Exercise details: From the material that follows, please give the number of lines containing the string "Первомайская", and that number alone.

Given information:

┌────────

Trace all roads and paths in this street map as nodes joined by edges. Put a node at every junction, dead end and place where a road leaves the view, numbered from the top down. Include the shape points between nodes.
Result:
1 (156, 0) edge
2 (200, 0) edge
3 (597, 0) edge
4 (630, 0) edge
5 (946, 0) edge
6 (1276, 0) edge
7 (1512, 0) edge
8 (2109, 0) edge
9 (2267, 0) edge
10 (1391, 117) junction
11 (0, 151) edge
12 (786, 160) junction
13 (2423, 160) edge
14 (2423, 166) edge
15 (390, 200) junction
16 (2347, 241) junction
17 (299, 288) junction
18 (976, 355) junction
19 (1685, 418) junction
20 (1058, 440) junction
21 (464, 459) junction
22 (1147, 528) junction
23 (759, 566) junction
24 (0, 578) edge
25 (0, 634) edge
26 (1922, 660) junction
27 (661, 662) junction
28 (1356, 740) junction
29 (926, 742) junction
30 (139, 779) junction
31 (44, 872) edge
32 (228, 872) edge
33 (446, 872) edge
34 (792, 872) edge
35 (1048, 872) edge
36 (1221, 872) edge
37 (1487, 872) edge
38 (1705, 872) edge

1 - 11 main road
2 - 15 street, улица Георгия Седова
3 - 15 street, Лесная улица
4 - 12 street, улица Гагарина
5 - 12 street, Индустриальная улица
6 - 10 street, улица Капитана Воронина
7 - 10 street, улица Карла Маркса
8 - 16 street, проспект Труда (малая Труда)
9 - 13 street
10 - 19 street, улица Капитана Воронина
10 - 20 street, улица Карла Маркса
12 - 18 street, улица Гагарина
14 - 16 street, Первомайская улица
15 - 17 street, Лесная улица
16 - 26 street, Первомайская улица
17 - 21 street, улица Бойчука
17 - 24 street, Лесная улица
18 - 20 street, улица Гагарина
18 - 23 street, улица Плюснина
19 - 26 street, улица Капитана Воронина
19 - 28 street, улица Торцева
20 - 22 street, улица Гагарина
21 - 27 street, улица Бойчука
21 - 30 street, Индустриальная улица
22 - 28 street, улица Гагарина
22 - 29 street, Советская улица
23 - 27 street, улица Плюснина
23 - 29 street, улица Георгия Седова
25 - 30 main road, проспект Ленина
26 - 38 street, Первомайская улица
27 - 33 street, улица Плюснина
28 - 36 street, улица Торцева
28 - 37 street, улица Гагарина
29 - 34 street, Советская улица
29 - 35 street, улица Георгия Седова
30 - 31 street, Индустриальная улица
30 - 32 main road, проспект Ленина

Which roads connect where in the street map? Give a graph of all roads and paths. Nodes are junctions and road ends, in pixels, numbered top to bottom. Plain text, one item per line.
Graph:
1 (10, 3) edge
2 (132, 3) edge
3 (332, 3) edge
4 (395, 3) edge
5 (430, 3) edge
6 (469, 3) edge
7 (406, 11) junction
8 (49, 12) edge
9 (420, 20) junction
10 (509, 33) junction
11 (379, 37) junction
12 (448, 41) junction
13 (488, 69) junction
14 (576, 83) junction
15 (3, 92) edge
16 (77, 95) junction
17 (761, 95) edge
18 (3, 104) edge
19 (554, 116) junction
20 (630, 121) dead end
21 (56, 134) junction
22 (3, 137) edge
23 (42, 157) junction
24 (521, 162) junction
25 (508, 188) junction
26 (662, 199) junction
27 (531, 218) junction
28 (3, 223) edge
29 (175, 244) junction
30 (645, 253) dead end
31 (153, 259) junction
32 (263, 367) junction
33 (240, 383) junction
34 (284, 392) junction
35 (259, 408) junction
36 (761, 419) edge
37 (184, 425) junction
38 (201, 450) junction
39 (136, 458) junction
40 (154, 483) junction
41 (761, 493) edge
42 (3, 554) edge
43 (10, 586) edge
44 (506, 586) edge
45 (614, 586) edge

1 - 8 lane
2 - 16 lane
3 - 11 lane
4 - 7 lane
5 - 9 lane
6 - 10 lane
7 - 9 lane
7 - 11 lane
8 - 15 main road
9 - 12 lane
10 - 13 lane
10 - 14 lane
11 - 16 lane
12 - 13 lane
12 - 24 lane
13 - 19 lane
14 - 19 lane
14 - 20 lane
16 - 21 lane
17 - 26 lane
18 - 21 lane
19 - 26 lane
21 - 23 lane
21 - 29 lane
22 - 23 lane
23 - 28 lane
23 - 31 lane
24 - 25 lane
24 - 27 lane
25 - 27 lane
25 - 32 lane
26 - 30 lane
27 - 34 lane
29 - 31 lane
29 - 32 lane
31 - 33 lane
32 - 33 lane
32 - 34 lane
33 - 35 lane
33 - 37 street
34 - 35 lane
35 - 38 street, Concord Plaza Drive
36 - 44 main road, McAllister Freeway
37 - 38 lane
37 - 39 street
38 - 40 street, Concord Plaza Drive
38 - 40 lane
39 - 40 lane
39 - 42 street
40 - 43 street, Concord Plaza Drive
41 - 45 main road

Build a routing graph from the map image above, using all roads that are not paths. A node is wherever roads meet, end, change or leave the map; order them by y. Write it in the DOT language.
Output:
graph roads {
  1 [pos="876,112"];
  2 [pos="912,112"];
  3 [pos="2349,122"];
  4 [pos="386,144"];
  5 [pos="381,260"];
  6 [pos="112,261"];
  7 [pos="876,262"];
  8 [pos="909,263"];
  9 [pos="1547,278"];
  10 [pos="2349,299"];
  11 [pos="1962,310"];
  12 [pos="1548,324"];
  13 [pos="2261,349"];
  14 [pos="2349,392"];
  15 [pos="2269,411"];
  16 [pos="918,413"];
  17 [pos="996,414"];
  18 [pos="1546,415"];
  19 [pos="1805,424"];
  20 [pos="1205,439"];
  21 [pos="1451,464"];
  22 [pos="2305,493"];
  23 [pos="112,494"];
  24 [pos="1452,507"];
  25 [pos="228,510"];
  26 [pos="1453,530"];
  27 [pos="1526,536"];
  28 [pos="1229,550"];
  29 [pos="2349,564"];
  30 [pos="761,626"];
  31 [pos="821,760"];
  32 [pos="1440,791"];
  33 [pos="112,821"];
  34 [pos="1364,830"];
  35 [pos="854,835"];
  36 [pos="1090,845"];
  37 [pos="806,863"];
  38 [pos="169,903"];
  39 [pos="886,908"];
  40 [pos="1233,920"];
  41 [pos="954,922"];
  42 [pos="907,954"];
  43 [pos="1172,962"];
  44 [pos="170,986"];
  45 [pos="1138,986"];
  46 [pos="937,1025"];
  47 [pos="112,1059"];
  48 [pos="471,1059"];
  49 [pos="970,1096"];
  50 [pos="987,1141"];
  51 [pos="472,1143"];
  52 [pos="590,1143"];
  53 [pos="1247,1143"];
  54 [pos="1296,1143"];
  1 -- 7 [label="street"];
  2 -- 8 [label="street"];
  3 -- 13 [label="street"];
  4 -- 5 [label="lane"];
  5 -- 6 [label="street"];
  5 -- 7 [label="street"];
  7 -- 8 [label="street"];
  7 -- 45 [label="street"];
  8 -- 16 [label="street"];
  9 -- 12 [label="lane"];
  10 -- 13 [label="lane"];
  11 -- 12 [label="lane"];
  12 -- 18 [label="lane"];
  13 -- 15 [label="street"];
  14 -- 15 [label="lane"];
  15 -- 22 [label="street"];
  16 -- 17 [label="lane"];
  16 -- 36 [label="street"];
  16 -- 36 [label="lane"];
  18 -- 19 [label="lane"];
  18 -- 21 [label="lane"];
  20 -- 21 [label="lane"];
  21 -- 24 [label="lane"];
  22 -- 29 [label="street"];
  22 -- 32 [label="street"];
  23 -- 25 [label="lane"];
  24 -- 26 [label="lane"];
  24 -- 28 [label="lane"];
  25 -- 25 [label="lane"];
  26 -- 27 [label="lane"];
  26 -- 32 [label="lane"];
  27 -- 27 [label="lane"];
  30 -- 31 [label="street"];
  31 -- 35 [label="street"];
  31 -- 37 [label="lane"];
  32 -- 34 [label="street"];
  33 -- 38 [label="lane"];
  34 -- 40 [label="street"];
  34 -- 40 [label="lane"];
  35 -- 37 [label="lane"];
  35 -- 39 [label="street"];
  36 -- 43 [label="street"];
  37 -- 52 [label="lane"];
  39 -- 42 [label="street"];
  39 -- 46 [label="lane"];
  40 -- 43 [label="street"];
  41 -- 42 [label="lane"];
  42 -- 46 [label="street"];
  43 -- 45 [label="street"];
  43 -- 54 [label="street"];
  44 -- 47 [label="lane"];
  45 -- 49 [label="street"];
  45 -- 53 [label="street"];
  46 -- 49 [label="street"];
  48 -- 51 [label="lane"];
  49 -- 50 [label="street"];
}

└────────

Finished task: 3